*** Opening AVAILABLE DATA ***

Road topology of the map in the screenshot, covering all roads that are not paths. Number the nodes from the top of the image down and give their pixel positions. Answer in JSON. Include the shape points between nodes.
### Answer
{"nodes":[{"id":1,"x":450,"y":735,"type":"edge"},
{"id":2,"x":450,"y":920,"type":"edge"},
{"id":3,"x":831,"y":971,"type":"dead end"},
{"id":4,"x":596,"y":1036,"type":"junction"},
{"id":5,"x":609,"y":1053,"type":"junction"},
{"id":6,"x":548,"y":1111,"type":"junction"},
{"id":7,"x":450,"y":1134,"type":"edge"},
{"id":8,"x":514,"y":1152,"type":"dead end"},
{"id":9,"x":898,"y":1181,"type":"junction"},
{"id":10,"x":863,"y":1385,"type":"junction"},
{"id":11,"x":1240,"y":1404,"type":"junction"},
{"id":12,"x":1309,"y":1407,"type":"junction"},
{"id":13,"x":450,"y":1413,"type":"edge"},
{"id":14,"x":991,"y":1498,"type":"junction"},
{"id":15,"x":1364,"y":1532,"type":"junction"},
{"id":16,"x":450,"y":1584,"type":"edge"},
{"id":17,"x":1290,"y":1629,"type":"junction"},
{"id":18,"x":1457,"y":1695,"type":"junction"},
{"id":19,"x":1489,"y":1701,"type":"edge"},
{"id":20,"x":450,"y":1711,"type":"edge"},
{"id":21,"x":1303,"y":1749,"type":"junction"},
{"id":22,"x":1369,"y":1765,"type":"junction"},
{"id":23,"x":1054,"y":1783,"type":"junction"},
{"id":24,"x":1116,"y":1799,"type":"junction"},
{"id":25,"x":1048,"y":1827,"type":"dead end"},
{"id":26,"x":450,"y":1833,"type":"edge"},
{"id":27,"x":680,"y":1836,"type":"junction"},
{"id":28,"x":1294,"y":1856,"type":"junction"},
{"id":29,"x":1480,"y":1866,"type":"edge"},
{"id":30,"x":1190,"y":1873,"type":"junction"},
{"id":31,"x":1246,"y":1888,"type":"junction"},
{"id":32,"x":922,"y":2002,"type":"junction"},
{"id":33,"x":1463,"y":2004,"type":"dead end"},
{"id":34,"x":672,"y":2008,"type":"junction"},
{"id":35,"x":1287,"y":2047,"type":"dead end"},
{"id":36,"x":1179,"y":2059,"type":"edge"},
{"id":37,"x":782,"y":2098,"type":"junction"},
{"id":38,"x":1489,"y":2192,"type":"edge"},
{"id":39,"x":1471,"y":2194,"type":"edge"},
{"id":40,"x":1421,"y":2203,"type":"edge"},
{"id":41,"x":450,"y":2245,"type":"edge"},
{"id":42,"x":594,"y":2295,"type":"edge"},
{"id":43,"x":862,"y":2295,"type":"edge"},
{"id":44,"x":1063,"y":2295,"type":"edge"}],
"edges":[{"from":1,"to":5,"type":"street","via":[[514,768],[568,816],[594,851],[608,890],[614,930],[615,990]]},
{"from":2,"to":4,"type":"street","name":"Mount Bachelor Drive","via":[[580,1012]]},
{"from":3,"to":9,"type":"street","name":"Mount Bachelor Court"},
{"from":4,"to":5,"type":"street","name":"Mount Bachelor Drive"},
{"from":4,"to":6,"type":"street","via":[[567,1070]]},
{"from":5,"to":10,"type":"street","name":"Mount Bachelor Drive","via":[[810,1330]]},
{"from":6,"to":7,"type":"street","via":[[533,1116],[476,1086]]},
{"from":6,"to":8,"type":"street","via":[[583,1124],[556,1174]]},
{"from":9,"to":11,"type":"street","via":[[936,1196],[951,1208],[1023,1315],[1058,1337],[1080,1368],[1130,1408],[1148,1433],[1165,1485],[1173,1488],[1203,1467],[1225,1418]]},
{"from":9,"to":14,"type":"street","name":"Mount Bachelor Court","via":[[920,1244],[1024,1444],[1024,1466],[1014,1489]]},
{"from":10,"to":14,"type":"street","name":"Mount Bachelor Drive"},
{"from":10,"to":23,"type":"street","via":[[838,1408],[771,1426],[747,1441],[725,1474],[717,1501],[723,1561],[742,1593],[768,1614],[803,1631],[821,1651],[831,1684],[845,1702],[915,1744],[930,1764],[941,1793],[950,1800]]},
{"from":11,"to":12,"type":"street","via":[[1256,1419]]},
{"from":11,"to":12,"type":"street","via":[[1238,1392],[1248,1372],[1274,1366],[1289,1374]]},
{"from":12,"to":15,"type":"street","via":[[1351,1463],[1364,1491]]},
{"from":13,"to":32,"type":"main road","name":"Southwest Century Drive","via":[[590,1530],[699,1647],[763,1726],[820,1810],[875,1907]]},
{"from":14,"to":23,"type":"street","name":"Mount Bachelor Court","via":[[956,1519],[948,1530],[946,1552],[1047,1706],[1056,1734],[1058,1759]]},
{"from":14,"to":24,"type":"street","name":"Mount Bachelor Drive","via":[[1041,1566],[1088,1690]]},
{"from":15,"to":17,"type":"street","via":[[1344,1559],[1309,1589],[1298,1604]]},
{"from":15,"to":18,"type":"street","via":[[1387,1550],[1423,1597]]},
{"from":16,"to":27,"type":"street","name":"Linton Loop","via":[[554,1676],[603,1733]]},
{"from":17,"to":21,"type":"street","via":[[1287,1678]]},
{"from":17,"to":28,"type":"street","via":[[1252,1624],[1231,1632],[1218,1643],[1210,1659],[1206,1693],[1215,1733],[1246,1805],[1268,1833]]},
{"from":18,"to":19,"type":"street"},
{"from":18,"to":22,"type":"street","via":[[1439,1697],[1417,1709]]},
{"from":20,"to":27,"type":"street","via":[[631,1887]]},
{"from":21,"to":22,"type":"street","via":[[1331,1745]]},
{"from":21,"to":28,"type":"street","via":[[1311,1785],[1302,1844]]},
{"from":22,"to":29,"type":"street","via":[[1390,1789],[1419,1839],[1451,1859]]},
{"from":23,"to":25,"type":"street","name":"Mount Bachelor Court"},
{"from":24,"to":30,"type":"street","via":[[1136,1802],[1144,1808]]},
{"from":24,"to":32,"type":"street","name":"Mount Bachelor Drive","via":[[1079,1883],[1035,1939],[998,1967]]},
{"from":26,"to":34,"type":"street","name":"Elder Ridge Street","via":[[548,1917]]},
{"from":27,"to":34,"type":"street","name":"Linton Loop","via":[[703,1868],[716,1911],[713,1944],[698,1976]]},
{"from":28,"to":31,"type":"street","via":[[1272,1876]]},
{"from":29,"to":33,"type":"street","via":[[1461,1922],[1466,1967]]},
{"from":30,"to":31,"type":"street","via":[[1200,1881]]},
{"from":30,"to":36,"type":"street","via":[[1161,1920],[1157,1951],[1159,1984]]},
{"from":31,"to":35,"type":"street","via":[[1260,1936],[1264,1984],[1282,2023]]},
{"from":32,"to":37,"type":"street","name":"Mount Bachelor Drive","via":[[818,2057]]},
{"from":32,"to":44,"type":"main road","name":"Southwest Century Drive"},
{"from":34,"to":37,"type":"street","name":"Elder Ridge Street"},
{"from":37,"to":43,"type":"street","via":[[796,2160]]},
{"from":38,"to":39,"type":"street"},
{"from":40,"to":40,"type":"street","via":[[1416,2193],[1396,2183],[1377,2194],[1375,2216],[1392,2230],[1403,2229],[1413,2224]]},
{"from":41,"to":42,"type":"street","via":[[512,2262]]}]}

*** Closing AVAILABLE DATA ***

WHAT YOU ARE ASKED TO DO:
All of the entries should be written out again exactly.

TASK OUTPUT:
Road topology of the map in the screenshot, covering all roads that are not paths. Number the nodes from the top of the image down and give their pixel positions. Answer in JSON. Include the shape points between nodes.
### Answer
{"nodes":[{"id":1,"x":450,"y":735,"type":"edge"},
{"id":2,"x":450,"y":920,"type":"edge"},
{"id":3,"x":831,"y":971,"type":"dead end"},
{"id":4,"x":596,"y":1036,"type":"junction"},
{"id":5,"x":609,"y":1053,"type":"junction"},
{"id":6,"x":548,"y":1111,"type":"junction"},
{"id":7,"x":450,"y":1134,"type":"edge"},
{"id":8,"x":514,"y":1152,"type":"dead end"},
{"id":9,"x":898,"y":1181,"type":"junction"},
{"id":10,"x":863,"y":1385,"type":"junction"},
{"id":11,"x":1240,"y":1404,"type":"junction"},
{"id":12,"x":1309,"y":1407,"type":"junction"},
{"id":13,"x":450,"y":1413,"type":"edge"},
{"id":14,"x":991,"y":1498,"type":"junction"},
{"id":15,"x":1364,"y":1532,"type":"junction"},
{"id":16,"x":450,"y":1584,"type":"edge"},
{"id":17,"x":1290,"y":1629,"type":"junction"},
{"id":18,"x":1457,"y":1695,"type":"junction"},
{"id":19,"x":1489,"y":1701,"type":"edge"},
{"id":20,"x":450,"y":1711,"type":"edge"},
{"id":21,"x":1303,"y":1749,"type":"junction"},
{"id":22,"x":1369,"y":1765,"type":"junction"},
{"id":23,"x":1054,"y":1783,"type":"junction"},
{"id":24,"x":1116,"y":1799,"type":"junction"},
{"id":25,"x":1048,"y":1827,"type":"dead end"},
{"id":26,"x":450,"y":1833,"type":"edge"},
{"id":27,"x":680,"y":1836,"type":"junction"},
{"id":28,"x":1294,"y":1856,"type":"junction"},
{"id":29,"x":1480,"y":1866,"type":"edge"},
{"id":30,"x":1190,"y":1873,"type":"junction"},
{"id":31,"x":1246,"y":1888,"type":"junction"},
{"id":32,"x":922,"y":2002,"type":"junction"},
{"id":33,"x":1463,"y":2004,"type":"dead end"},
{"id":34,"x":672,"y":2008,"type":"junction"},
{"id":35,"x":1287,"y":2047,"type":"dead end"},
{"id":36,"x":1179,"y":2059,"type":"edge"},
{"id":37,"x":782,"y":2098,"type":"junction"},
{"id":38,"x":1489,"y":2192,"type":"edge"},
{"id":39,"x":1471,"y":2194,"type":"edge"},
{"id":40,"x":1421,"y":2203,"type":"edge"},
{"id":41,"x":450,"y":2245,"type":"edge"},
{"id":42,"x":594,"y":2295,"type":"edge"},
{"id":43,"x":862,"y":2295,"type":"edge"},
{"id":44,"x":1063,"y":2295,"type":"edge"}],
"edges":[{"from":1,"to":5,"type":"street","via":[[514,768],[568,816],[594,851],[608,890],[614,930],[615,990]]},
{"from":2,"to":4,"type":"street","name":"Mount Bachelor Drive","via":[[580,1012]]},
{"from":3,"to":9,"type":"street","name":"Mount Bachelor Court"},
{"from":4,"to":5,"type":"street","name":"Mount Bachelor Drive"},
{"from":4,"to":6,"type":"street","via":[[567,1070]]},
{"from":5,"to":10,"type":"street","name":"Mount Bachelor Drive","via":[[810,1330]]},
{"from":6,"to":7,"type":"street","via":[[533,1116],[476,1086]]},
{"from":6,"to":8,"type":"street","via":[[583,1124],[556,1174]]},
{"from":9,"to":11,"type":"street","via":[[936,1196],[951,1208],[1023,1315],[1058,1337],[1080,1368],[1130,1408],[1148,1433],[1165,1485],[1173,1488],[1203,1467],[1225,1418]]},
{"from":9,"to":14,"type":"street","name":"Mount Bachelor Court","via":[[920,1244],[1024,1444],[1024,1466],[1014,1489]]},
{"from":10,"to":14,"type":"street","name":"Mount Bachelor Drive"},
{"from":10,"to":23,"type":"street","via":[[838,1408],[771,1426],[747,1441],[725,1474],[717,1501],[723,1561],[742,1593],[768,1614],[803,1631],[821,1651],[831,1684],[845,1702],[915,1744],[930,1764],[941,1793],[950,1800]]},
{"from":11,"to":12,"type":"street","via":[[1256,1419]]},
{"from":11,"to":12,"type":"street","via":[[1238,1392],[1248,1372],[1274,1366],[1289,1374]]},
{"from":12,"to":15,"type":"street","via":[[1351,1463],[1364,1491]]},
{"from":13,"to":32,"type":"main road","name":"Southwest Century Drive","via":[[590,1530],[699,1647],[763,1726],[820,1810],[875,1907]]},
{"from":14,"to":23,"type":"street","name":"Mount Bachelor Court","via":[[956,1519],[948,1530],[946,1552],[1047,1706],[1056,1734],[1058,1759]]},
{"from":14,"to":24,"type":"street","name":"Mount Bachelor Drive","via":[[1041,1566],[1088,1690]]},
{"from":15,"to":17,"type":"street","via":[[1344,1559],[1309,1589],[1298,1604]]},
{"from":15,"to":18,"type":"street","via":[[1387,1550],[1423,1597]]},
{"from":16,"to":27,"type":"street","name":"Linton Loop","via":[[554,1676],[603,1733]]},
{"from":17,"to":21,"type":"street","via":[[1287,1678]]},
{"from":17,"to":28,"type":"street","via":[[1252,1624],[1231,1632],[1218,1643],[1210,1659],[1206,1693],[1215,1733],[1246,1805],[1268,1833]]},
{"from":18,"to":19,"type":"street"},
{"from":18,"to":22,"type":"street","via":[[1439,1697],[1417,1709]]},
{"from":20,"to":27,"type":"street","via":[[631,1887]]},
{"from":21,"to":22,"type":"street","via":[[1331,1745]]},
{"from":21,"to":28,"type":"street","via":[[1311,1785],[1302,1844]]},
{"from":22,"to":29,"type":"street","via":[[1390,1789],[1419,1839],[1451,1859]]},
{"from":23,"to":25,"type":"street","name":"Mount Bachelor Court"},
{"from":24,"to":30,"type":"street","via":[[1136,1802],[1144,1808]]},
{"from":24,"to":32,"type":"street","name":"Mount Bachelor Drive","via":[[1079,1883],[1035,1939],[998,1967]]},
{"from":26,"to":34,"type":"street","name":"Elder Ridge Street","via":[[548,1917]]},
{"from":27,"to":34,"type":"street","name":"Linton Loop","via":[[703,1868],[716,1911],[713,1944],[698,1976]]},
{"from":28,"to":31,"type":"street","via":[[1272,1876]]},
{"from":29,"to":33,"type":"street","via":[[1461,1922],[1466,1967]]},
{"from":30,"to":31,"type":"street","via":[[1200,1881]]},
{"from":30,"to":36,"type":"street","via":[[1161,1920],[1157,1951],[1159,1984]]},
{"from":31,"to":35,"type":"street","via":[[1260,1936],[1264,1984],[1282,2023]]},
{"from":32,"to":37,"type":"street","name":"Mount Bachelor Drive","via":[[818,2057]]},
{"from":32,"to":44,"type":"main road","name":"Southwest Century Drive"},
{"from":34,"to":37,"type":"street","name":"Elder Ridge Street"},
{"from":37,"to":43,"type":"street","via":[[796,2160]]},
{"from":38,"to":39,"type":"street"},
{"from":40,"to":40,"type":"street","via":[[1416,2193],[1396,2183],[1377,2194],[1375,2216],[1392,2230],[1403,2229],[1413,2224]]},
{"from":41,"to":42,"type":"street","via":[[512,2262]]}]}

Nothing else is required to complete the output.